Saved data entries
--- START ---
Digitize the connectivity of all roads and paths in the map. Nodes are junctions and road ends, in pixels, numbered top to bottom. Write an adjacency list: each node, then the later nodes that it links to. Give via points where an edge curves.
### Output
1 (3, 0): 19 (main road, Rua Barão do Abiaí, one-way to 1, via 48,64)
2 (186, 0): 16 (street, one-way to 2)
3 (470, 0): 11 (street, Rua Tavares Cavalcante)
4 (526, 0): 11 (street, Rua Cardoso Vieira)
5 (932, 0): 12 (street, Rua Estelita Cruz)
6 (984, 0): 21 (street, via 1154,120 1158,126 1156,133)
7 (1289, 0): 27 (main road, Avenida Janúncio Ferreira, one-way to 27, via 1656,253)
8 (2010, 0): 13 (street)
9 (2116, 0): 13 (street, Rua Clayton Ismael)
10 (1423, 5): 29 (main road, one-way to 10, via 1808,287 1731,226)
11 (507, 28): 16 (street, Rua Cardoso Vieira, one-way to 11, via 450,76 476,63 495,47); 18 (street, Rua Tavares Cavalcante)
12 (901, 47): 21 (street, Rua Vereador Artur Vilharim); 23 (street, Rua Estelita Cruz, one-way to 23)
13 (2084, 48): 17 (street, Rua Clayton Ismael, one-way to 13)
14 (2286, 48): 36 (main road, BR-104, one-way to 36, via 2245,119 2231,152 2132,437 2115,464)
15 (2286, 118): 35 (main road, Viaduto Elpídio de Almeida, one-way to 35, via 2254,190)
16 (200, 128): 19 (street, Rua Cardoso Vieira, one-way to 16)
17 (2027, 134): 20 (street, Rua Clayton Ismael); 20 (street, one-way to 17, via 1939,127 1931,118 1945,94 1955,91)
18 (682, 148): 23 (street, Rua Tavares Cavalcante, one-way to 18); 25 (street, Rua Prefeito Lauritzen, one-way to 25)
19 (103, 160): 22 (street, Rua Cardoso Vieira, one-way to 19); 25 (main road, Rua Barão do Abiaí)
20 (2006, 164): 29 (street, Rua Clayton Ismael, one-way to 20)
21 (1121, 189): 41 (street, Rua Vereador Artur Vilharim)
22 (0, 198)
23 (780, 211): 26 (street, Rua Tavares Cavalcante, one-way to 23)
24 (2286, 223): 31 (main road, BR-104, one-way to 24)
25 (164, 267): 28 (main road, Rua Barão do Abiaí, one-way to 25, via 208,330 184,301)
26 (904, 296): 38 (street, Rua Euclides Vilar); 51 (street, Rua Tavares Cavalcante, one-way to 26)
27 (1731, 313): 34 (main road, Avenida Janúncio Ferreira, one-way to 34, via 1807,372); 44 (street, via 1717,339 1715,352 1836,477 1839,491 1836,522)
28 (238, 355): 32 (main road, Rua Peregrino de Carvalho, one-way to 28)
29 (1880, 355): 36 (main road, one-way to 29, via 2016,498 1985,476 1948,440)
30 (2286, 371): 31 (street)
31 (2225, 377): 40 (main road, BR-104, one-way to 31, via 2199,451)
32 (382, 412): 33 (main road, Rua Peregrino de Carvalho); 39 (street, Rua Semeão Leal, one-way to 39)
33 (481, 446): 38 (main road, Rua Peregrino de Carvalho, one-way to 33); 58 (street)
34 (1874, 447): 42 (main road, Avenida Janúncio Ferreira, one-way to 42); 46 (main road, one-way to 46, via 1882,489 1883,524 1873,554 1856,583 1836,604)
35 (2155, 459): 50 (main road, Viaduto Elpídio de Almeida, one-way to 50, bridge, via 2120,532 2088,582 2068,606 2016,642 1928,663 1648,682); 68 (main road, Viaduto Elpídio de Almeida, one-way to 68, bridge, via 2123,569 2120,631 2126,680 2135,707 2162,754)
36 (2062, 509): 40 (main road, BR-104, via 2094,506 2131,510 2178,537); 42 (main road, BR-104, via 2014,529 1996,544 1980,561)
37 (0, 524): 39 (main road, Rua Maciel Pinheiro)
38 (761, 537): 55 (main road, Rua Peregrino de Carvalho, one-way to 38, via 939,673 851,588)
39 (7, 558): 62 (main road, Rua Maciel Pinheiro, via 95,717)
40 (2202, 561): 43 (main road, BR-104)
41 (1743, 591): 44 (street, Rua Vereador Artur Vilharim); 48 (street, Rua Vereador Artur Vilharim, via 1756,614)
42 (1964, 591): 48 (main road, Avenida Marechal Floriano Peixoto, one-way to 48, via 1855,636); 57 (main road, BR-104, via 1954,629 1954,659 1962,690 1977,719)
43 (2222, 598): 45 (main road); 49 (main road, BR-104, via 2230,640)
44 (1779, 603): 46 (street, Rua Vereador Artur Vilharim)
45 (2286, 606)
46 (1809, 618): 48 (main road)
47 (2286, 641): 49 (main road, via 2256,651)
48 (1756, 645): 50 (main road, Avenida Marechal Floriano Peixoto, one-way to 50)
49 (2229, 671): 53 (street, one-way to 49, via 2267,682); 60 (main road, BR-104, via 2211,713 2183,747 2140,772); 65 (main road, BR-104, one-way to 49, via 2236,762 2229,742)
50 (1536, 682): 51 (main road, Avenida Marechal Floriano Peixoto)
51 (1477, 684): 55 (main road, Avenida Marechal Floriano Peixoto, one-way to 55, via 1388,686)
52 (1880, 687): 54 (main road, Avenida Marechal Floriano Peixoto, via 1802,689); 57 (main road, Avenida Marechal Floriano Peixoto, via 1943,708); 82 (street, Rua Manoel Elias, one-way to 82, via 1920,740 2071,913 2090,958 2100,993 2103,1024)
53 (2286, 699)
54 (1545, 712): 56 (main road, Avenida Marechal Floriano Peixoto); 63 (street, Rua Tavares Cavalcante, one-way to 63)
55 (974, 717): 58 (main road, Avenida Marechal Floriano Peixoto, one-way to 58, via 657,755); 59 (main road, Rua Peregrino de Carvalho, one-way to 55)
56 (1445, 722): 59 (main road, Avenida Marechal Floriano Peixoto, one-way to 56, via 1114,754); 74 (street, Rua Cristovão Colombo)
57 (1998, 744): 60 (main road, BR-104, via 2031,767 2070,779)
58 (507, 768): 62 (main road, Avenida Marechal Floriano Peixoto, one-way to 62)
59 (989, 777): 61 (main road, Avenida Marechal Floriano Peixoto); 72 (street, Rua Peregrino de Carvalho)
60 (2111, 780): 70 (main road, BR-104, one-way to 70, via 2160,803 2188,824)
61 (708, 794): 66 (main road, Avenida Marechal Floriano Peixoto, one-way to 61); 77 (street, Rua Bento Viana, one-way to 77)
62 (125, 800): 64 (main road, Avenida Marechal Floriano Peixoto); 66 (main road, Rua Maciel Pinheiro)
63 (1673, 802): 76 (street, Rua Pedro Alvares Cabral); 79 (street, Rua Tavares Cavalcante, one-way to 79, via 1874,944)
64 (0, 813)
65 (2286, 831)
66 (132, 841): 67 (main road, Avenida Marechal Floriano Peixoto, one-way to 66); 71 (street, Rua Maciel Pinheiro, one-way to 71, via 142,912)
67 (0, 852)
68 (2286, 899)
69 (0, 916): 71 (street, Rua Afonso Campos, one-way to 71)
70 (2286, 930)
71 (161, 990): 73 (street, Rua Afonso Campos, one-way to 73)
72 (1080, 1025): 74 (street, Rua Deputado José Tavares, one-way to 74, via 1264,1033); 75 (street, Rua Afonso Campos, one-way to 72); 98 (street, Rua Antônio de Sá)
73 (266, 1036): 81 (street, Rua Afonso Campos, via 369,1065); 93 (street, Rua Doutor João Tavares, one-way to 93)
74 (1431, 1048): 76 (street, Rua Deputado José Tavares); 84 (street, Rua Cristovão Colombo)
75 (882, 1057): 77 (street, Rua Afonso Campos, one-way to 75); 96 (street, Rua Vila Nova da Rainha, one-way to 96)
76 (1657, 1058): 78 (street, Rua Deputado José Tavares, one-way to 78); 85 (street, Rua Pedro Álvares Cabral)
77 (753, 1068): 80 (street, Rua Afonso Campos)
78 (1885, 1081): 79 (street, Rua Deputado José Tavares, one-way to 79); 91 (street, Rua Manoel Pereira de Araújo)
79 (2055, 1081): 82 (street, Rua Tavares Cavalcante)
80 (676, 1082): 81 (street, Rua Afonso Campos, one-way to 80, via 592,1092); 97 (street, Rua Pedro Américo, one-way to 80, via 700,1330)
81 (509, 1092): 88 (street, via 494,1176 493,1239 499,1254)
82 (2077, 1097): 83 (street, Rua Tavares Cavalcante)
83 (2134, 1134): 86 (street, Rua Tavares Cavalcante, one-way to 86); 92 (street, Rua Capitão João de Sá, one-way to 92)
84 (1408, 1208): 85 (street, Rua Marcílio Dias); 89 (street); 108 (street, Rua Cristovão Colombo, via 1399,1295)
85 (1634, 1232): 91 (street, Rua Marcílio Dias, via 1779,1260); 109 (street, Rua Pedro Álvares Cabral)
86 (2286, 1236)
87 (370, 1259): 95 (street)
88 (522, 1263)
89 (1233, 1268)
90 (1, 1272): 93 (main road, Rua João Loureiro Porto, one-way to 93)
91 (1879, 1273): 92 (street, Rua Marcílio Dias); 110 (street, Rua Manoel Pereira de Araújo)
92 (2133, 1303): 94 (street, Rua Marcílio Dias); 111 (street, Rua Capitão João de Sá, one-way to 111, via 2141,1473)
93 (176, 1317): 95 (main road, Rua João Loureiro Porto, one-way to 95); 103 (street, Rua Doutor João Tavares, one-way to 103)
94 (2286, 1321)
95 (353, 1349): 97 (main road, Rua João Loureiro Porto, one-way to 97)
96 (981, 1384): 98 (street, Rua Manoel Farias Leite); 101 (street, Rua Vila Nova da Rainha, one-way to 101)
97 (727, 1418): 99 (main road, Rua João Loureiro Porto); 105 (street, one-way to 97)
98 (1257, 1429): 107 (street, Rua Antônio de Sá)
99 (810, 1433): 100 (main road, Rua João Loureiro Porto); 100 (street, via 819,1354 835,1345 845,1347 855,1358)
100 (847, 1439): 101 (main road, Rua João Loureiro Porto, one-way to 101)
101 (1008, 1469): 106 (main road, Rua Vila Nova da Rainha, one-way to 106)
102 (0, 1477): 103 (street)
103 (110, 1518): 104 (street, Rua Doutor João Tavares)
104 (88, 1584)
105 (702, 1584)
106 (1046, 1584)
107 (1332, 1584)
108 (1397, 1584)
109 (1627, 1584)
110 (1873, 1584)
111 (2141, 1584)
--- END ---
Check each line of the records for the word "Elpídio" and extract those that contain it.

15 (2286, 118): 35 (main road, Viaduto Elpídio de Almeida, one-way to 35, via 2254,190)
35 (2155, 459): 50 (main road, Viaduto Elpídio de Almeida, one-way to 50, bridge, via 2120,532 2088,582 2068,606 2016,642 1928,663 1648,682); 68 (main road, Viaduto Elpídio de Almeida, one-way to 68, bridge, via 2123,569 2120,631 2126,680 2135,707 2162,754)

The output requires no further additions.